* **WHAT THIS TASK INVOLVES**
Set down the records that follow in full and without changes.

Collected data:
::::::::
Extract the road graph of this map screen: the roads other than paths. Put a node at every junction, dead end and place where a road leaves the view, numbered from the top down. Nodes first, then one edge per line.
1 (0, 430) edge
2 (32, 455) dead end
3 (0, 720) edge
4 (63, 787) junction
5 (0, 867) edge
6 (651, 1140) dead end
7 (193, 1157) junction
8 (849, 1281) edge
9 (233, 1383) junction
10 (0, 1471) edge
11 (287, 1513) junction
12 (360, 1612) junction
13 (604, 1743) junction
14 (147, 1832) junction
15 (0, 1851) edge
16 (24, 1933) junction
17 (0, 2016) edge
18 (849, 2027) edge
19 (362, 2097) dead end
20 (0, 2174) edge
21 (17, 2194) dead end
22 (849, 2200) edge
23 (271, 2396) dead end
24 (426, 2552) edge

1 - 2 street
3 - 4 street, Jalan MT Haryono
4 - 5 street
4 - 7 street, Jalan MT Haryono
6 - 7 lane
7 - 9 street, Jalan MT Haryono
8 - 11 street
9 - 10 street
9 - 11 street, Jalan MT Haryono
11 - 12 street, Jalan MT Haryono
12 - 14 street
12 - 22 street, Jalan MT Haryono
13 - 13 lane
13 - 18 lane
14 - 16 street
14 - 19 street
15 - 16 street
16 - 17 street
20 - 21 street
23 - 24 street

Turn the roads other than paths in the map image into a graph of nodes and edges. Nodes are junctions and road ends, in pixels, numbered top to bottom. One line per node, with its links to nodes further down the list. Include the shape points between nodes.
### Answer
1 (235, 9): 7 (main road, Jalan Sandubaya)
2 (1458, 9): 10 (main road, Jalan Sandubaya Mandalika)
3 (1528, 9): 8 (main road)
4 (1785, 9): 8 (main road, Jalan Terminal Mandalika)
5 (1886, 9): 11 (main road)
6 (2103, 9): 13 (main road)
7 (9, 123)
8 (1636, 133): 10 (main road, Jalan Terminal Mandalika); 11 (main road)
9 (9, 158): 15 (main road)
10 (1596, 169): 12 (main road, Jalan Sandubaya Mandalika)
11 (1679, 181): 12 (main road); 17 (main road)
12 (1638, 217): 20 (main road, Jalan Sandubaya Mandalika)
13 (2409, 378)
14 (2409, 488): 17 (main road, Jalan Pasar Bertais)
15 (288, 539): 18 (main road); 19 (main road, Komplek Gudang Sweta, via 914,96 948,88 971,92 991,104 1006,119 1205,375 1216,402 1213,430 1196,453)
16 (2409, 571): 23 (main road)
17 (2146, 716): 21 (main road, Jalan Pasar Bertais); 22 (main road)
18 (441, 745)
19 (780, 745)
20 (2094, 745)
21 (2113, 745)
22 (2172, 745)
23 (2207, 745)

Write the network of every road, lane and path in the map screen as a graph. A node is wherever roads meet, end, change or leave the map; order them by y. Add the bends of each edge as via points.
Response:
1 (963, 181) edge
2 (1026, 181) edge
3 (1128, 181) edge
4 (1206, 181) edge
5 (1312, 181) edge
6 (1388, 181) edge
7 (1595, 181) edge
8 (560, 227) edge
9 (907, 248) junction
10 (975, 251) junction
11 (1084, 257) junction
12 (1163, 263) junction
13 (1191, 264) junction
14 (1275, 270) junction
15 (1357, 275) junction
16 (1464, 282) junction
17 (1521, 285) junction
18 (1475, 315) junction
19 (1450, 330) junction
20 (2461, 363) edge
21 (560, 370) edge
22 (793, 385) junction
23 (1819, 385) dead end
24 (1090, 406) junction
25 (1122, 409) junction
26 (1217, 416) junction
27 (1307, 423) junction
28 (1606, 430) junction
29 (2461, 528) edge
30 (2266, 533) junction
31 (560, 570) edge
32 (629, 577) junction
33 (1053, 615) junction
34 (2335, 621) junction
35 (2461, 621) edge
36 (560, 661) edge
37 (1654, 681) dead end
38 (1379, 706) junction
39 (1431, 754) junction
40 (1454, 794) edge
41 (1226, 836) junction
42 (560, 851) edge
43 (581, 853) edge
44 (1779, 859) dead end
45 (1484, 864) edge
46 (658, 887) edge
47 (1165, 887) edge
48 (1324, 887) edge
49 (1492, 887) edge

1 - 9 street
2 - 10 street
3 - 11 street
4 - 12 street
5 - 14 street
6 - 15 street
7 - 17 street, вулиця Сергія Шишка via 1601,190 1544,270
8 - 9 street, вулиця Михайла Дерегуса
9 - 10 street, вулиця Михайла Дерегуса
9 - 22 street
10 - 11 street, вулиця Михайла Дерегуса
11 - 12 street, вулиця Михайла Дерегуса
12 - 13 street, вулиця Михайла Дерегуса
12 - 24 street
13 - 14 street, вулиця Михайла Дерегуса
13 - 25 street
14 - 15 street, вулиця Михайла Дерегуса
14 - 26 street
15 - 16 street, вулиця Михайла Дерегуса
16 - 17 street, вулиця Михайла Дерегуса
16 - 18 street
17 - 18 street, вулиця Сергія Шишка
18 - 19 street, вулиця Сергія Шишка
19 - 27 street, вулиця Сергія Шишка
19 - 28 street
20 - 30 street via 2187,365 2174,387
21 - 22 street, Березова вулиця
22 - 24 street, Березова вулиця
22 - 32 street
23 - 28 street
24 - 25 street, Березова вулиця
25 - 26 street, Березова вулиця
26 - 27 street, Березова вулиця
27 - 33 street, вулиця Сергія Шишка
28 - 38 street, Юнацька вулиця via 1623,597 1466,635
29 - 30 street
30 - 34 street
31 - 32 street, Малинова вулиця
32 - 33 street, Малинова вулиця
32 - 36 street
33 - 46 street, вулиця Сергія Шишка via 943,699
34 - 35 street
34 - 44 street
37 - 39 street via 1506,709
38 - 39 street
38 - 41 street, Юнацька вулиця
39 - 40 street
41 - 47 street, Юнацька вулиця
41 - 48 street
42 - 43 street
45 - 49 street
::::::::
* **YOUR SOLUTION**
Extract the road graph of this map screen: the roads other than paths. Put a node at every junction, dead end and place where a road leaves the view, numbered from the top down. Nodes first, then one edge per line.
1 (0, 430) edge
2 (32, 455) dead end
3 (0, 720) edge
4 (63, 787) junction
5 (0, 867) edge
6 (651, 1140) dead end
7 (193, 1157) junction
8 (849, 1281) edge
9 (233, 1383) junction
10 (0, 1471) edge
11 (287, 1513) junction
12 (360, 1612) junction
13 (604, 1743) junction
14 (147, 1832) junction
15 (0, 1851) edge
16 (24, 1933) junction
17 (0, 2016) edge
18 (849, 2027) edge
19 (362, 2097) dead end
20 (0, 2174) edge
21 (17, 2194) dead end
22 (849, 2200) edge
23 (271, 2396) dead end
24 (426, 2552) edge

1 - 2 street
3 - 4 street, Jalan MT Haryono
4 - 5 street
4 - 7 street, Jalan MT Haryono
6 - 7 lane
7 - 9 street, Jalan MT Haryono
8 - 11 street
9 - 10 street
9 - 11 street, Jalan MT Haryono
11 - 12 street, Jalan MT Haryono
12 - 14 street
12 - 22 street, Jalan MT Haryono
13 - 13 lane
13 - 18 lane
14 - 16 street
14 - 19 street
15 - 16 street
16 - 17 street
20 - 21 street
23 - 24 street

Turn the roads other than paths in the map image into a graph of nodes and edges. Nodes are junctions and road ends, in pixels, numbered top to bottom. One line per node, with its links to nodes further down the list. Include the shape points between nodes.
### Answer
1 (235, 9): 7 (main road, Jalan Sandubaya)
2 (1458, 9): 10 (main road, Jalan Sandubaya Mandalika)
3 (1528, 9): 8 (main road)
4 (1785, 9): 8 (main road, Jalan Terminal Mandalika)
5 (1886, 9): 11 (main road)
6 (2103, 9): 13 (main road)
7 (9, 123)
8 (1636, 133): 10 (main road, Jalan Terminal Mandalika); 11 (main road)
9 (9, 158): 15 (main road)
10 (1596, 169): 12 (main road, Jalan Sandubaya Mandalika)
11 (1679, 181): 12 (main road); 17 (main road)
12 (1638, 217): 20 (main road, Jalan Sandubaya Mandalika)
13 (2409, 378)
14 (2409, 488): 17 (main road, Jalan Pasar Bertais)
15 (288, 539): 18 (main road); 19 (main road, Komplek Gudang Sweta, via 914,96 948,88 971,92 991,104 1006,119 1205,375 1216,402 1213,430 1196,453)
16 (2409, 571): 23 (main road)
17 (2146, 716): 21 (main road, Jalan Pasar Bertais); 22 (main road)
18 (441, 745)
19 (780, 745)
20 (2094, 745)
21 (2113, 745)
22 (2172, 745)
23 (2207, 745)

Write the network of every road, lane and path in the map screen as a graph. A node is wherever roads meet, end, change or leave the map; order them by y. Add the bends of each edge as via points.
Response:
1 (963, 181) edge
2 (1026, 181) edge
3 (1128, 181) edge
4 (1206, 181) edge
5 (1312, 181) edge
6 (1388, 181) edge
7 (1595, 181) edge
8 (560, 227) edge
9 (907, 248) junction
10 (975, 251) junction
11 (1084, 257) junction
12 (1163, 263) junction
13 (1191, 264) junction
14 (1275, 270) junction
15 (1357, 275) junction
16 (1464, 282) junction
17 (1521, 285) junction
18 (1475, 315) junction
19 (1450, 330) junction
20 (2461, 363) edge
21 (560, 370) edge
22 (793, 385) junction
23 (1819, 385) dead end
24 (1090, 406) junction
25 (1122, 409) junction
26 (1217, 416) junction
27 (1307, 423) junction
28 (1606, 430) junction
29 (2461, 528) edge
30 (2266, 533) junction
31 (560, 570) edge
32 (629, 577) junction
33 (1053, 615) junction
34 (2335, 621) junction
35 (2461, 621) edge
36 (560, 661) edge
37 (1654, 681) dead end
38 (1379, 706) junction
39 (1431, 754) junction
40 (1454, 794) edge
41 (1226, 836) junction
42 (560, 851) edge
43 (581, 853) edge
44 (1779, 859) dead end
45 (1484, 864) edge
46 (658, 887) edge
47 (1165, 887) edge
48 (1324, 887) edge
49 (1492, 887) edge

1 - 9 street
2 - 10 street
3 - 11 street
4 - 12 street
5 - 14 street
6 - 15 street
7 - 17 street, вулиця Сергія Шишка via 1601,190 1544,270
8 - 9 street, вулиця Михайла Дерегуса
9 - 10 street, вулиця Михайла Дерегуса
9 - 22 street
10 - 11 street, вулиця Михайла Дерегуса
11 - 12 street, вулиця Михайла Дерегуса
12 - 13 street, вулиця Михайла Дерегуса
12 - 24 street
13 - 14 street, вулиця Михайла Дерегуса
13 - 25 street
14 - 15 street, вулиця Михайла Дерегуса
14 - 26 street
15 - 16 street, вулиця Михайла Дерегуса
16 - 17 street, вулиця Михайла Дерегуса
16 - 18 street
17 - 18 street, вулиця Сергія Шишка
18 - 19 street, вулиця Сергія Шишка
19 - 27 street, вулиця Сергія Шишка
19 - 28 street
20 - 30 street via 2187,365 2174,387
21 - 22 street, Березова вулиця
22 - 24 street, Березова вулиця
22 - 32 street
23 - 28 street
24 - 25 street, Березова вулиця
25 - 26 street, Березова вулиця
26 - 27 street, Березова вулиця
27 - 33 street, вулиця Сергія Шишка
28 - 38 street, Юнацька вулиця via 1623,597 1466,635
29 - 30 street
30 - 34 street
31 - 32 street, Малинова вулиця
32 - 33 street, Малинова вулиця
32 - 36 street
33 - 46 street, вулиця Сергія Шишка via 943,699
34 - 35 street
34 - 44 street
37 - 39 street via 1506,709
38 - 39 street
38 - 41 street, Юнацька вулиця
39 - 40 street
41 - 47 street, Юнацька вулиця
41 - 48 street
42 - 43 street
45 - 49 street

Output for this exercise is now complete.